Bev shook her head. She was not a knitter. She could barely tie a bow.
“You’ll like it—it’s beautiful, and the owner, Andi, is all up in incense and meditation and crystals and stuff. It smells like your place.”
“I’m not into crystals, Sky. I just meditate.” Meditating hadn’t been going so well lately. She couldn’t find her center no matter what she did. But she was back teaching her yoga class. Her neighbor, Carlotta, had taken over for her while she was ‘ill.’ Everybody, including Carlotta, seemed to be glad she was back.
“Anyway, I just want to get some yarn. Everybody is getting knitted goods for Christmas this year, because I have a productive obsession and I’m going to exploit it for all it’s worth.”
Bev chuckled and looked out over the water, quickly getting lost in the view. She didn’t spend much time in the ocean. She preferred to swim in the pool. But there was something calming about being on the beach. She liked to sit and watch the people—children playing in the waves; parents preparing their lunches, everything from simple sandwiches pulled out of tote bags to elaborate meals set out on tables; lovers lying coiled together on blankets; groups of teen girls baking their skin, groups of teen boys ogling them; solitary readers or sleepers. The beach in summertime was a place to find people being happy.
Sitting here, Bev could almost remember that feeling.
“Bev?”
“Hmm? Oh, sorry. Just daydreaming.” She set her half-finished sandwich down, done with it, and picked at a cookie. “Have you seen him?”
“Who? Chris? We’re going to talk about Chris?” Sky set her sandwich down, too, and folded her hands together. “I thought he was verboten.”
It had been weeks since that day he’d come to Ben’s house and she’d found out her most lasting and important friendship had been a fiction. For years, she’d thought she had a real best friend, someone who cared about her and was interested in her just for her, and not for what he wanted from her. She had been completely open with him. He knew everything about her. And she knew everything about him—or she’d thought so. Now, though, it turned out that he’d simply been taking notes and biding his time, waiting for her to come to her senses or something and fall in love with him.
She’d never thought about him in that way, and she’d had no idea he’d thought about her like that. How completely stupid and na?ve was she, really?

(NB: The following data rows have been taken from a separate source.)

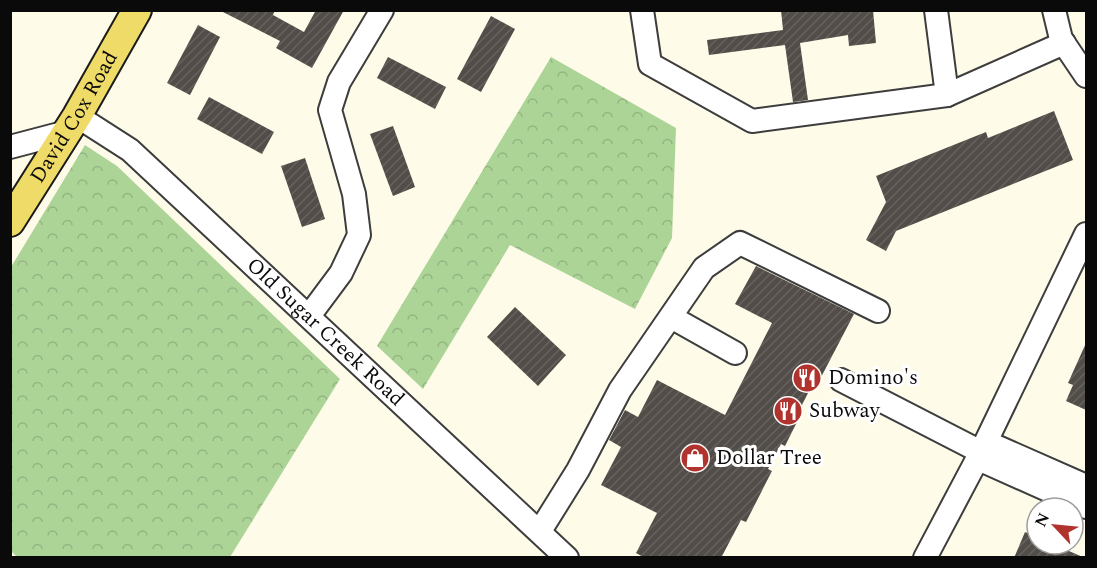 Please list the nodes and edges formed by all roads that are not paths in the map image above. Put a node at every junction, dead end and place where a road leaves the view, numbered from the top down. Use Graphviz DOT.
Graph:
graph roads {
  1 [pos="137,10"];
  2 [pos="382,10"];
  3 [pos="642,10"];
  4 [pos="936,10"];
  5 [pos="1054,10"];
  6 [pos="1064,43"];
  7 [pos="1086,76"];
  8 [pos="947,95"];
  9 [pos="72,124"];
  10 [pos="10,147"];
  11 [pos="10,222"];
  12 [pos="1086,234"];
  13 [pos="878,311"];
  14 [pos="309,316"];
  15 [pos="671,317"];
  16 [pos="735,352"];
  17 [pos="841,380"];
  18 [pos="981,452"];
  19 [pos="1086,486"];
  20 [pos="1086,507"];
  21 [pos="540,531"];
  22 [pos="567,558"];
  23 [pos="925,558"];
  1 -- 9 [label="main road, David Cox Road"];
  2 -- 14 [label="street"];
  3 -- 8 [label="street"];
  4 -- 8 [label="street"];
  5 -- 6 [label="street"];
  6 -- 7 [label="street"];
  6 -- 8 [label="street"];
  9 -- 10 [label="street"];
  9 -- 11 [label="main road, David Cox Road"];
  9 -- 14 [label="street, Old Sugar Creek Road"];
  12 -- 18 [label="street"];
  13 -- 15 [label="street"];
  14 -- 21 [label="street, Old Sugar Creek Road"];
  15 -- 16 [label="street"];
  15 -- 21 [label="street"];
  17 -- 18 [label="street"];
  18 -- 19 [label="street"];
  18 -- 20 [label="street"];
  18 -- 23 [label="street"];
  21 -- 22 [label="street, Old Sugar Creek Road"];
}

But she missed him. There was no chance they’d be friends like they had been, but in the past couple of weeks, her anger had ebbed enough that she’d missed him, what they’d had—what she’d thought they had.

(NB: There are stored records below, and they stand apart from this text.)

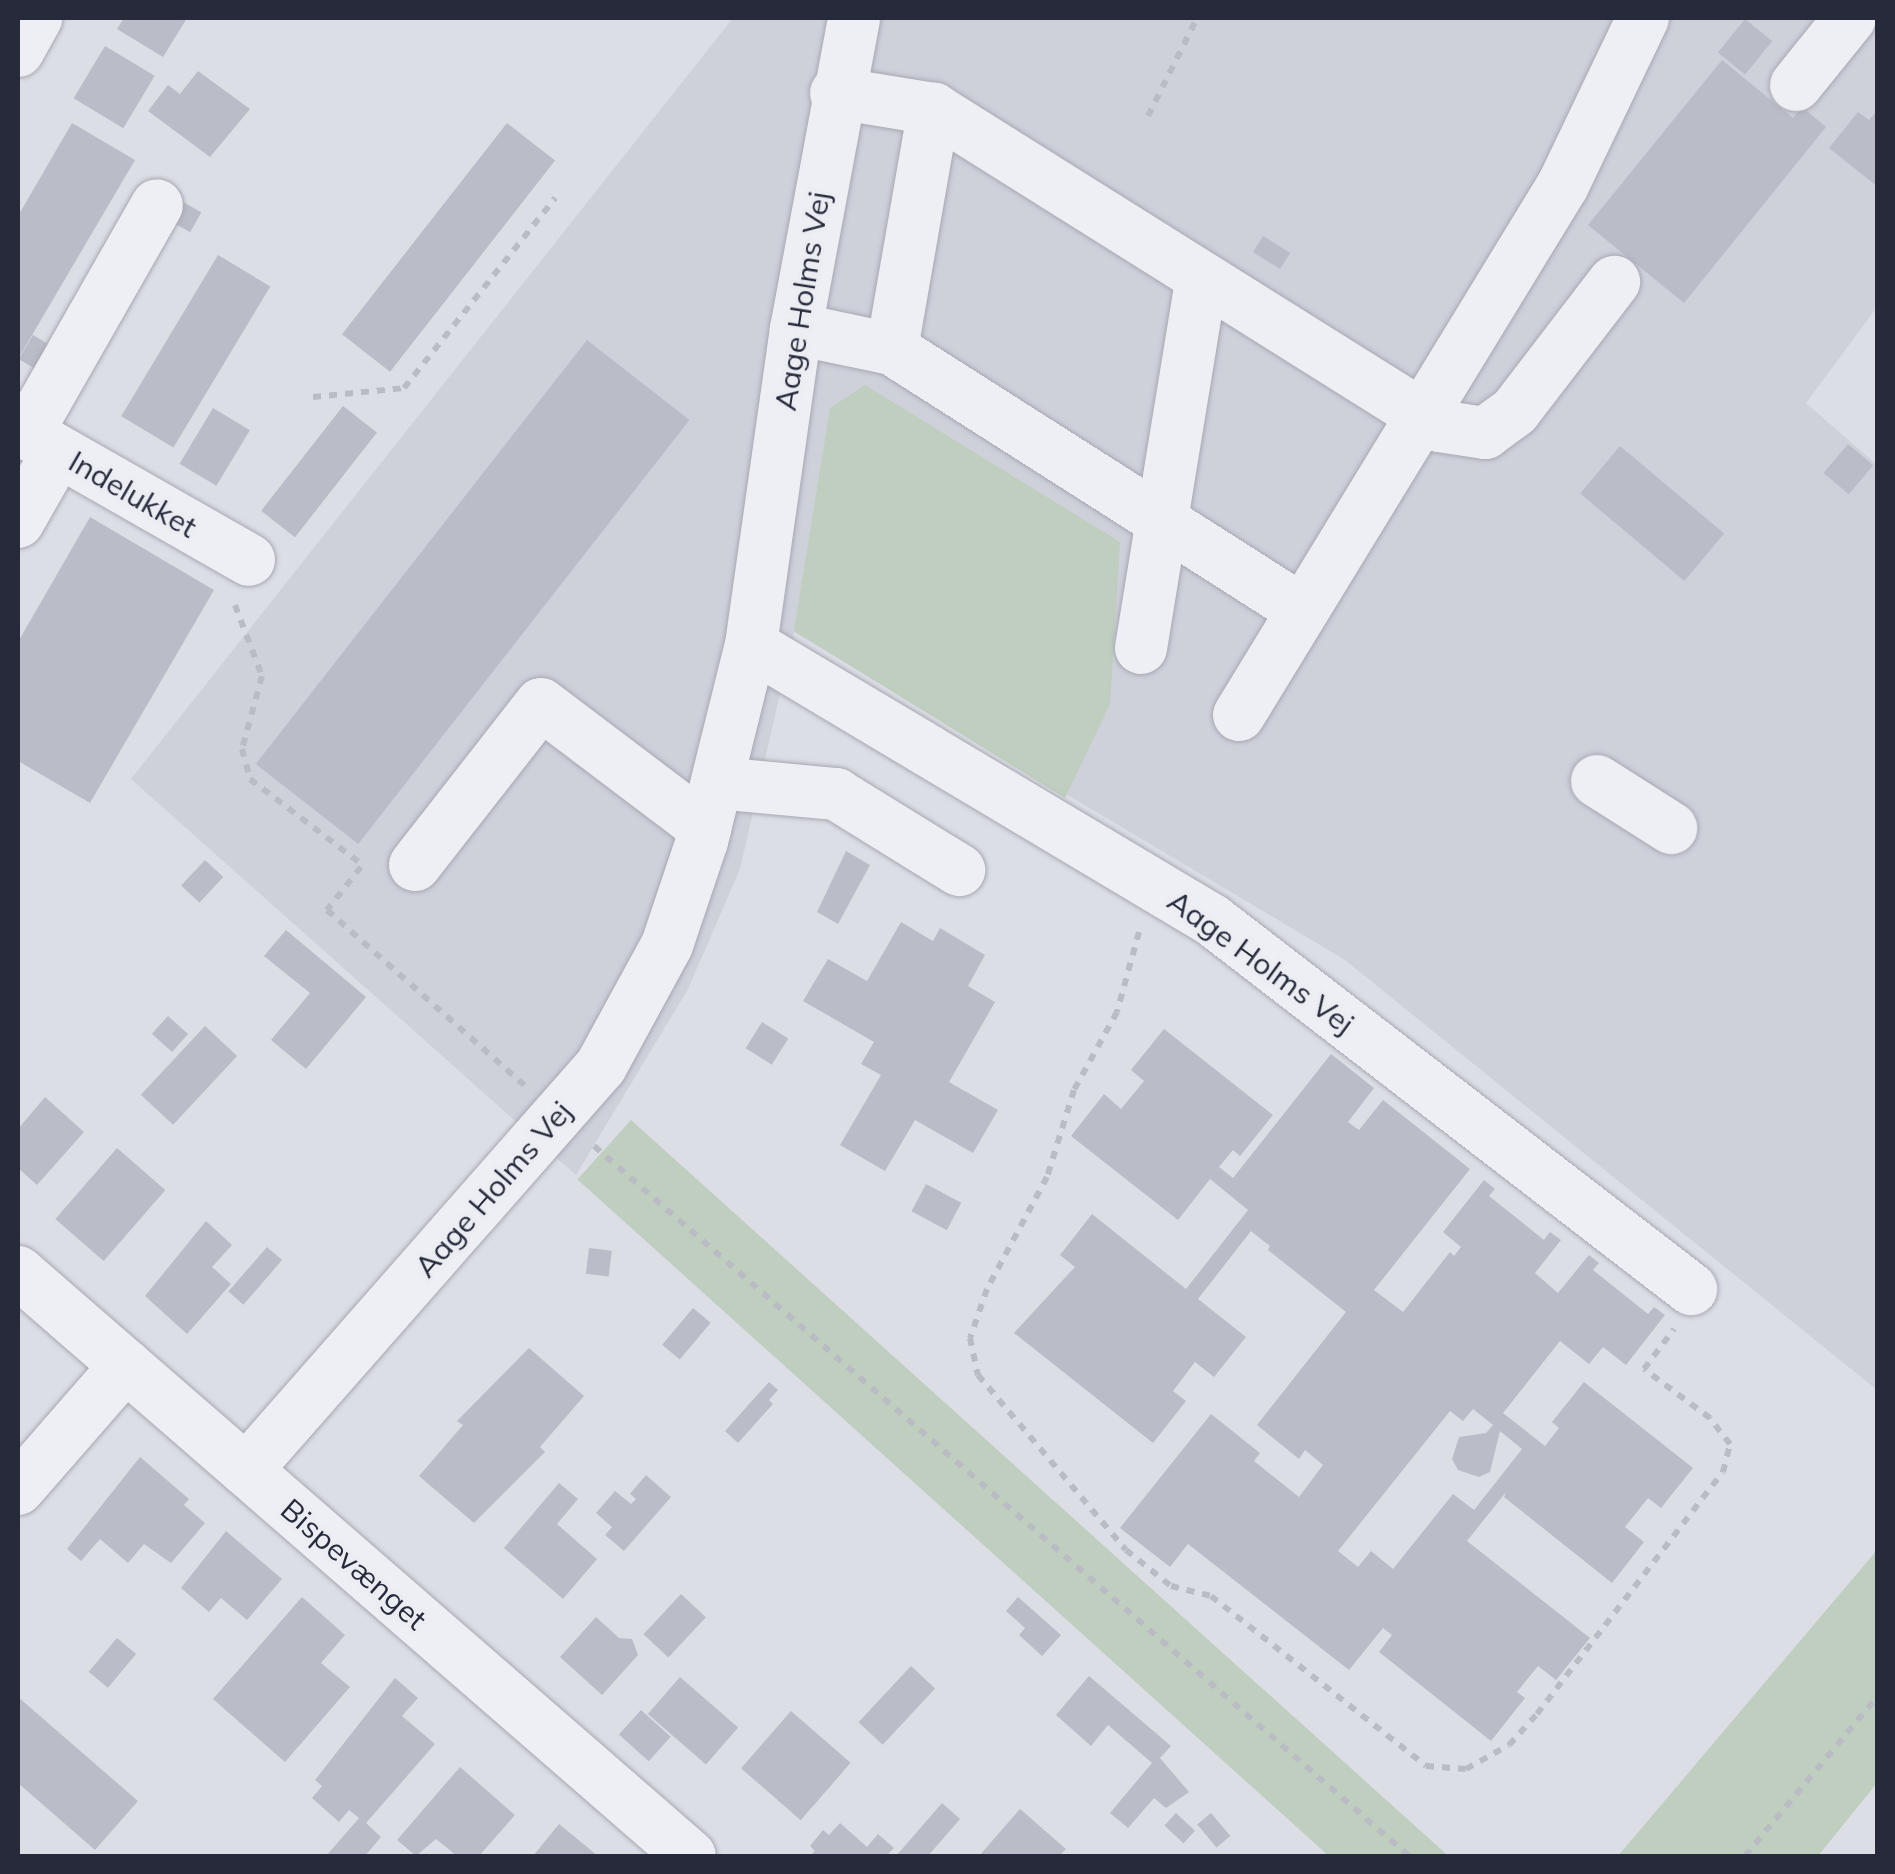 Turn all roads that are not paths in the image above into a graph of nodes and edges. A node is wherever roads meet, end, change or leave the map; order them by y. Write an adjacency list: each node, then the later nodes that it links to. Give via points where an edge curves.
1 (36, 18): 5 (street)
2 (854, 18): 7 (street, Aage Holms Vej)
3 (1644, 18): 14 (street, via 1563,185)
4 (1850, 18): 6 (street)
5 (18, 51)
6 (1796, 85)
7 (836, 93): 8 (street); 12 (street, Aage Holms Vej)
8 (934, 109): 10 (street); 13 (street)
9 (157, 205): 15 (street)
10 (1201, 280): 14 (street); 16 (street)
11 (1614, 282): 14 (street, via 1516,411 1485,433)
12 (796, 329): 13 (street); 20 (street, Aage Holms Vej)
13 (892, 349): 16 (street)
14 (1418, 416): 19 (street)
15 (34, 438): 17 (street); 18 (street, Indelukket)
16 (1161, 519): 19 (street); 21 (street)
17 (18, 522)
18 (249, 560)
19 (1302, 610): 22 (street)
20 (751, 645): 24 (street, Aage Holms Vej); 29 (street, Aage Holms Vej, via 1212,920)
21 (1141, 648)
22 (1239, 714)
23 (1597, 781): 25 (street)
24 (711, 805): 26 (street, via 540,704); 27 (street, via 836,794); 31 (street, Aage Holms Vej, via 667,945 601,1066)
25 (1671, 828)
26 (394, 859)
27 (959, 870)
28 (18, 1272): 30 (street, Bispevænget)
29 (1684, 1307)
30 (126, 1366): 31 (street, Bispevænget); 32 (street)
31 (246, 1470): 33 (street, Bispevænget)
32 (18, 1488)
33 (690, 1856)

“I just wondered if he’s okay.”
Sky huffed. “Okay. This isn’t high school, and I am not going to be running notes back and forth between you. But I will tell you that I see him around a little. It’s not like we were all that close. You were the thing that connected us. So we’re not hanging out or anything. But we’ve run into each other. He’s…okay. It looks like he’s okay. Doing his thing.”
“Okay.”
“Are you thinking about talking to him?”
“I don’t know. Probably not. I’m just sad to lose what we had.”
“What you thought you had.” Sky’s expression suggested that she was pissed at Chris, too.

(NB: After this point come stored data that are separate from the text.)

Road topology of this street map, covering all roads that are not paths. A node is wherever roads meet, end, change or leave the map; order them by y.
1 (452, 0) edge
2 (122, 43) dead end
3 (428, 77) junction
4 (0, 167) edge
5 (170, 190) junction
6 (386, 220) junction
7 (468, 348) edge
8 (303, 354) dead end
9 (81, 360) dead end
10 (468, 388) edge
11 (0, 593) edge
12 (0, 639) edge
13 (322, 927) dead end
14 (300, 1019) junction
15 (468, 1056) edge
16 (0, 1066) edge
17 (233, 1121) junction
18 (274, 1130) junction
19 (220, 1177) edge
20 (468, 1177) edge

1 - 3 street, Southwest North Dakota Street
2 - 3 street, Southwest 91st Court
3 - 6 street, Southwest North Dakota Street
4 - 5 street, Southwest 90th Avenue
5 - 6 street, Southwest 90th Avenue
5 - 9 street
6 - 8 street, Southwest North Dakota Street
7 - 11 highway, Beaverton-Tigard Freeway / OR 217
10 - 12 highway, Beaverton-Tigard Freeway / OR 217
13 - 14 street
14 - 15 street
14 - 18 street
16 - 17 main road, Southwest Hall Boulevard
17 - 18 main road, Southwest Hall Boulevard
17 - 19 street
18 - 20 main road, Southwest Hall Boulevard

Bev pushed the cookie away. “Yeah.”
“I swear, that ‘friend zone’ bullshit is f*cking infuriating. Like all we are is somebody to f*ck.”
“Sky, you’re not helping.”
“Sorry. It’s just…I had a big fight with Rome about this not so long before all that shit went down. He said Chris had it bad for you, and I tore him ten different new *s about how misogynistic it was to assume that a guy couldn’t be friends with a woman. And then that bastard goes and proves him right. And trust me, my Romeo has not let me forget it.”